Down to the last line, reproduce the data that follows, but skip the pictures.

• **Available data**
--------------------
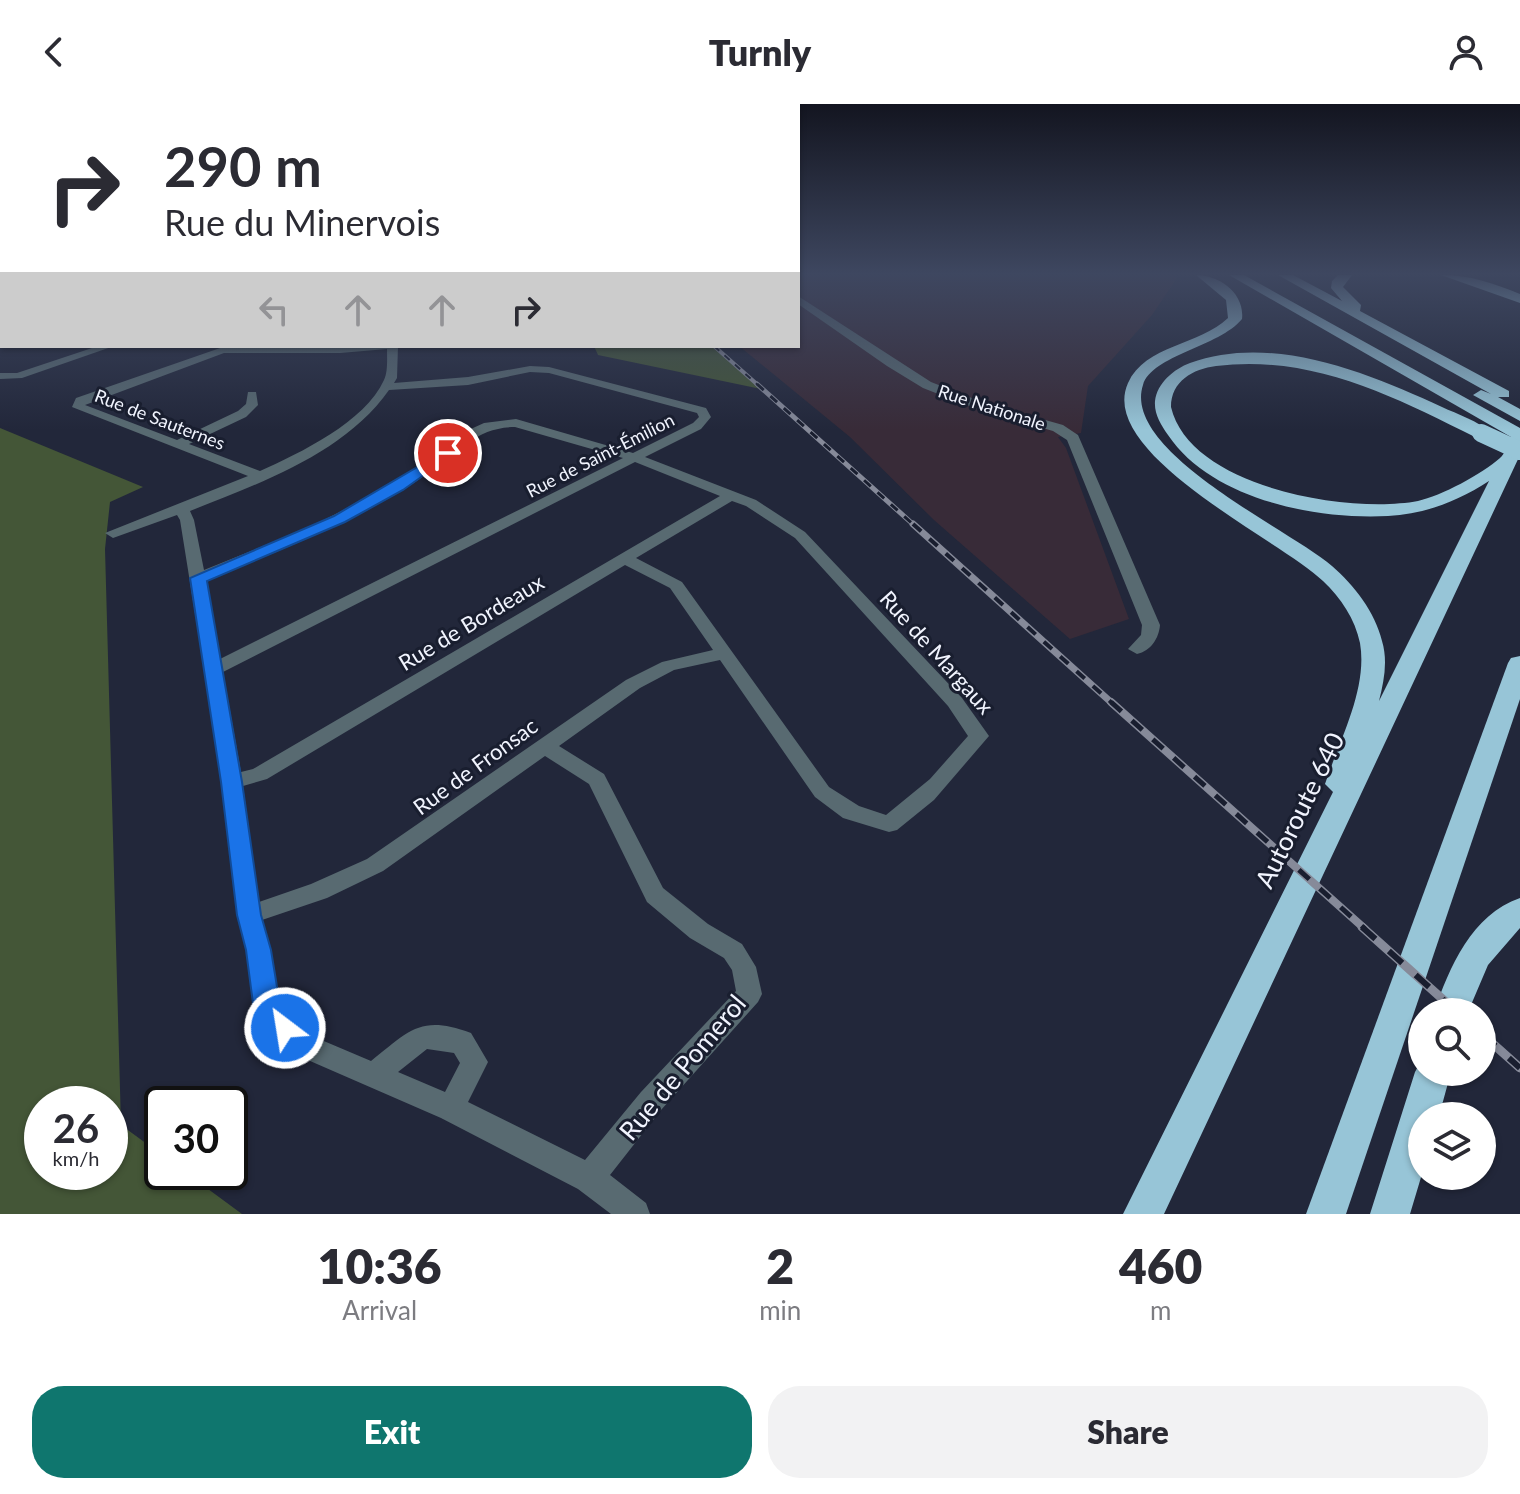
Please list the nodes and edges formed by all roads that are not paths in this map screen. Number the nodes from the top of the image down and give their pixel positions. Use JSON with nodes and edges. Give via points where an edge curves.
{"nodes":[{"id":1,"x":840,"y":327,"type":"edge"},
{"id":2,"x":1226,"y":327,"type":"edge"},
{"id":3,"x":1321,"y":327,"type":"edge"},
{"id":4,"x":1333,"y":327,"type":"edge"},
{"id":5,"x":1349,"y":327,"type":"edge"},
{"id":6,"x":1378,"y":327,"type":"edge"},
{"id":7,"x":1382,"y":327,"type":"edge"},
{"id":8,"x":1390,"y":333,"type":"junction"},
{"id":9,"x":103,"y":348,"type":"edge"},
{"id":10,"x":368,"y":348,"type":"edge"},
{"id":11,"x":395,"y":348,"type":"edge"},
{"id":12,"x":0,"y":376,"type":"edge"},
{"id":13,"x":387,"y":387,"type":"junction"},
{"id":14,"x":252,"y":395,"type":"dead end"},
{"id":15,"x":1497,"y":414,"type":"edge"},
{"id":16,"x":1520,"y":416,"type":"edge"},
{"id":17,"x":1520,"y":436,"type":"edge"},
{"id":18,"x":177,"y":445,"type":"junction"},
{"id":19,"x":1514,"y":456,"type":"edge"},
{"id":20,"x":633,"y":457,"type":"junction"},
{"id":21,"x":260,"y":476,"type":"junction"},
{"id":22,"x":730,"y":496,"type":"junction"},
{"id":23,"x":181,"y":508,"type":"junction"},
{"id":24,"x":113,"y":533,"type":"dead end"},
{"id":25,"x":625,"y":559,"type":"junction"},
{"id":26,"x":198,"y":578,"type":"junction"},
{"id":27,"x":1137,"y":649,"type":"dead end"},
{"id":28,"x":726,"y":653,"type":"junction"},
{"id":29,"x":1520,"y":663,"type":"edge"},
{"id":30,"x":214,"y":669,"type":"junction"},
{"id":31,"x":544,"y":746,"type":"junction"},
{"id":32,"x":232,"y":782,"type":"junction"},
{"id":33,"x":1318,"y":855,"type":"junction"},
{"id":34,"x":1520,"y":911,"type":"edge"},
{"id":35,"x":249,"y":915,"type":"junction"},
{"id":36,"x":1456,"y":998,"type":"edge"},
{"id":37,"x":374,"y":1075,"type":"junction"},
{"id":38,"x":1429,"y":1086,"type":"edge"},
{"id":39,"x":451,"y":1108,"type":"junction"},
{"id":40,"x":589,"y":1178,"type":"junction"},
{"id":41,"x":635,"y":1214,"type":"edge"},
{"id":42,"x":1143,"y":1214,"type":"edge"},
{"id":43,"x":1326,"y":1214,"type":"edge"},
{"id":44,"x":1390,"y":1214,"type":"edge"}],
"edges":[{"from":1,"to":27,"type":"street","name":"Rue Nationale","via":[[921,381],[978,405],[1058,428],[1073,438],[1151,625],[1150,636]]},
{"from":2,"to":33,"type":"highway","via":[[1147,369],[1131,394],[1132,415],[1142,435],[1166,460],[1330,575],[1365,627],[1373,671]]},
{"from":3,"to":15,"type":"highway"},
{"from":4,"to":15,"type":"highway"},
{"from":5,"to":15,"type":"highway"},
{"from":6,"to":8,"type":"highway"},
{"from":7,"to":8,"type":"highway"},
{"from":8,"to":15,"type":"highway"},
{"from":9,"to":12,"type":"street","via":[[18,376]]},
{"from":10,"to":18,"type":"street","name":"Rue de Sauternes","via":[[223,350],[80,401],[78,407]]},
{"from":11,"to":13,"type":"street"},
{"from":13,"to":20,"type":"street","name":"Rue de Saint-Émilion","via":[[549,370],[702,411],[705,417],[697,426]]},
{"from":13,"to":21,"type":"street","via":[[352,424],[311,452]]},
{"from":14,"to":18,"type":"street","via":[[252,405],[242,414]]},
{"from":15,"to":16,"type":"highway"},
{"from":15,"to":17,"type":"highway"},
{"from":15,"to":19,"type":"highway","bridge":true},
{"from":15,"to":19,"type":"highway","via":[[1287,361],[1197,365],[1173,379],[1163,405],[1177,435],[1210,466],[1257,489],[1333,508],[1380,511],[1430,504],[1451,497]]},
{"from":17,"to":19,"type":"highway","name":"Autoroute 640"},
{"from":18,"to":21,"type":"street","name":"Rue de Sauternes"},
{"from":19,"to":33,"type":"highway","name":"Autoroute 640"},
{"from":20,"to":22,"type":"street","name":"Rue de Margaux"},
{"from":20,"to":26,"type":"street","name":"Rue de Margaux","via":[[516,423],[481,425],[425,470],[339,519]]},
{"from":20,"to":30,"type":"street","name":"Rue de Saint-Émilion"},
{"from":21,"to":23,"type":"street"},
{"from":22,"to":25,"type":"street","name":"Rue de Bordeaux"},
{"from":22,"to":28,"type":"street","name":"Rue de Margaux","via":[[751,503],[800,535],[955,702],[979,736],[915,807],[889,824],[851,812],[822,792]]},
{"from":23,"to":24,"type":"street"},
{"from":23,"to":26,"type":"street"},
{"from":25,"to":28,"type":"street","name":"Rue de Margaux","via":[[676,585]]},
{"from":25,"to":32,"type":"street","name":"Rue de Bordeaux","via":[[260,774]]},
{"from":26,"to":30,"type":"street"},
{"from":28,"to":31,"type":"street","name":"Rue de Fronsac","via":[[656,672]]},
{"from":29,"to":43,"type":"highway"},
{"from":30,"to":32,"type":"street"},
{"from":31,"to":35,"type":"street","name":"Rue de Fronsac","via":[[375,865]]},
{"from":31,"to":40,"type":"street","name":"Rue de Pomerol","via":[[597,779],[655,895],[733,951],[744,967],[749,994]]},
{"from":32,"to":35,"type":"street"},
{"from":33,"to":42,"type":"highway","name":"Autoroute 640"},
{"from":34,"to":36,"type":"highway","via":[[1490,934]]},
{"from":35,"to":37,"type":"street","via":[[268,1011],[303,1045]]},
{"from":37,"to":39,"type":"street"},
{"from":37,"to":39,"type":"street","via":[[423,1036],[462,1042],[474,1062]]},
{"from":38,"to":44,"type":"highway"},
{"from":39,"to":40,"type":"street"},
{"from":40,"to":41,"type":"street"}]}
--------------------
• **Written answer**
Please list the nodes and edges formed by all roads that are not paths in this map screen. Number the nodes from the top of the image down and give their pixel positions. Use JSON with nodes and edges. Give via points where an edge curves.
{"nodes":[{"id":1,"x":840,"y":327,"type":"edge"},
{"id":2,"x":1226,"y":327,"type":"edge"},
{"id":3,"x":1321,"y":327,"type":"edge"},
{"id":4,"x":1333,"y":327,"type":"edge"},
{"id":5,"x":1349,"y":327,"type":"edge"},
{"id":6,"x":1378,"y":327,"type":"edge"},
{"id":7,"x":1382,"y":327,"type":"edge"},
{"id":8,"x":1390,"y":333,"type":"junction"},
{"id":9,"x":103,"y":348,"type":"edge"},
{"id":10,"x":368,"y":348,"type":"edge"},
{"id":11,"x":395,"y":348,"type":"edge"},
{"id":12,"x":0,"y":376,"type":"edge"},
{"id":13,"x":387,"y":387,"type":"junction"},
{"id":14,"x":252,"y":395,"type":"dead end"},
{"id":15,"x":1497,"y":414,"type":"edge"},
{"id":16,"x":1520,"y":416,"type":"edge"},
{"id":17,"x":1520,"y":436,"type":"edge"},
{"id":18,"x":177,"y":445,"type":"junction"},
{"id":19,"x":1514,"y":456,"type":"edge"},
{"id":20,"x":633,"y":457,"type":"junction"},
{"id":21,"x":260,"y":476,"type":"junction"},
{"id":22,"x":730,"y":496,"type":"junction"},
{"id":23,"x":181,"y":508,"type":"junction"},
{"id":24,"x":113,"y":533,"type":"dead end"},
{"id":25,"x":625,"y":559,"type":"junction"},
{"id":26,"x":198,"y":578,"type":"junction"},
{"id":27,"x":1137,"y":649,"type":"dead end"},
{"id":28,"x":726,"y":653,"type":"junction"},
{"id":29,"x":1520,"y":663,"type":"edge"},
{"id":30,"x":214,"y":669,"type":"junction"},
{"id":31,"x":544,"y":746,"type":"junction"},
{"id":32,"x":232,"y":782,"type":"junction"},
{"id":33,"x":1318,"y":855,"type":"junction"},
{"id":34,"x":1520,"y":911,"type":"edge"},
{"id":35,"x":249,"y":915,"type":"junction"},
{"id":36,"x":1456,"y":998,"type":"edge"},
{"id":37,"x":374,"y":1075,"type":"junction"},
{"id":38,"x":1429,"y":1086,"type":"edge"},
{"id":39,"x":451,"y":1108,"type":"junction"},
{"id":40,"x":589,"y":1178,"type":"junction"},
{"id":41,"x":635,"y":1214,"type":"edge"},
{"id":42,"x":1143,"y":1214,"type":"edge"},
{"id":43,"x":1326,"y":1214,"type":"edge"},
{"id":44,"x":1390,"y":1214,"type":"edge"}],
"edges":[{"from":1,"to":27,"type":"street","name":"Rue Nationale","via":[[921,381],[978,405],[1058,428],[1073,438],[1151,625],[1150,636]]},
{"from":2,"to":33,"type":"highway","via":[[1147,369],[1131,394],[1132,415],[1142,435],[1166,460],[1330,575],[1365,627],[1373,671]]},
{"from":3,"to":15,"type":"highway"},
{"from":4,"to":15,"type":"highway"},
{"from":5,"to":15,"type":"highway"},
{"from":6,"to":8,"type":"highway"},
{"from":7,"to":8,"type":"highway"},
{"from":8,"to":15,"type":"highway"},
{"from":9,"to":12,"type":"street","via":[[18,376]]},
{"from":10,"to":18,"type":"street","name":"Rue de Sauternes","via":[[223,350],[80,401],[78,407]]},
{"from":11,"to":13,"type":"street"},
{"from":13,"to":20,"type":"street","name":"Rue de Saint-Émilion","via":[[549,370],[702,411],[705,417],[697,426]]},
{"from":13,"to":21,"type":"street","via":[[352,424],[311,452]]},
{"from":14,"to":18,"type":"street","via":[[252,405],[242,414]]},
{"from":15,"to":16,"type":"highway"},
{"from":15,"to":17,"type":"highway"},
{"from":15,"to":19,"type":"highway","bridge":true},
{"from":15,"to":19,"type":"highway","via":[[1287,361],[1197,365],[1173,379],[1163,405],[1177,435],[1210,466],[1257,489],[1333,508],[1380,511],[1430,504],[1451,497]]},
{"from":17,"to":19,"type":"highway","name":"Autoroute 640"},
{"from":18,"to":21,"type":"street","name":"Rue de Sauternes"},
{"from":19,"to":33,"type":"highway","name":"Autoroute 640"},
{"from":20,"to":22,"type":"street","name":"Rue de Margaux"},
{"from":20,"to":26,"type":"street","name":"Rue de Margaux","via":[[516,423],[481,425],[425,470],[339,519]]},
{"from":20,"to":30,"type":"street","name":"Rue de Saint-Émilion"},
{"from":21,"to":23,"type":"street"},
{"from":22,"to":25,"type":"street","name":"Rue de Bordeaux"},
{"from":22,"to":28,"type":"street","name":"Rue de Margaux","via":[[751,503],[800,535],[955,702],[979,736],[915,807],[889,824],[851,812],[822,792]]},
{"from":23,"to":24,"type":"street"},
{"from":23,"to":26,"type":"street"},
{"from":25,"to":28,"type":"street","name":"Rue de Margaux","via":[[676,585]]},
{"from":25,"to":32,"type":"street","name":"Rue de Bordeaux","via":[[260,774]]},
{"from":26,"to":30,"type":"street"},
{"from":28,"to":31,"type":"street","name":"Rue de Fronsac","via":[[656,672]]},
{"from":29,"to":43,"type":"highway"},
{"from":30,"to":32,"type":"street"},
{"from":31,"to":35,"type":"street","name":"Rue de Fronsac","via":[[375,865]]},
{"from":31,"to":40,"type":"street","name":"Rue de Pomerol","via":[[597,779],[655,895],[733,951],[744,967],[749,994]]},
{"from":32,"to":35,"type":"street"},
{"from":33,"to":42,"type":"highway","name":"Autoroute 640"},
{"from":34,"to":36,"type":"highway","via":[[1490,934]]},
{"from":35,"to":37,"type":"street","via":[[268,1011],[303,1045]]},
{"from":37,"to":39,"type":"street"},
{"from":37,"to":39,"type":"street","via":[[423,1036],[462,1042],[474,1062]]},
{"from":38,"to":44,"type":"highway"},
{"from":39,"to":40,"type":"street"},
{"from":40,"to":41,"type":"street"}]}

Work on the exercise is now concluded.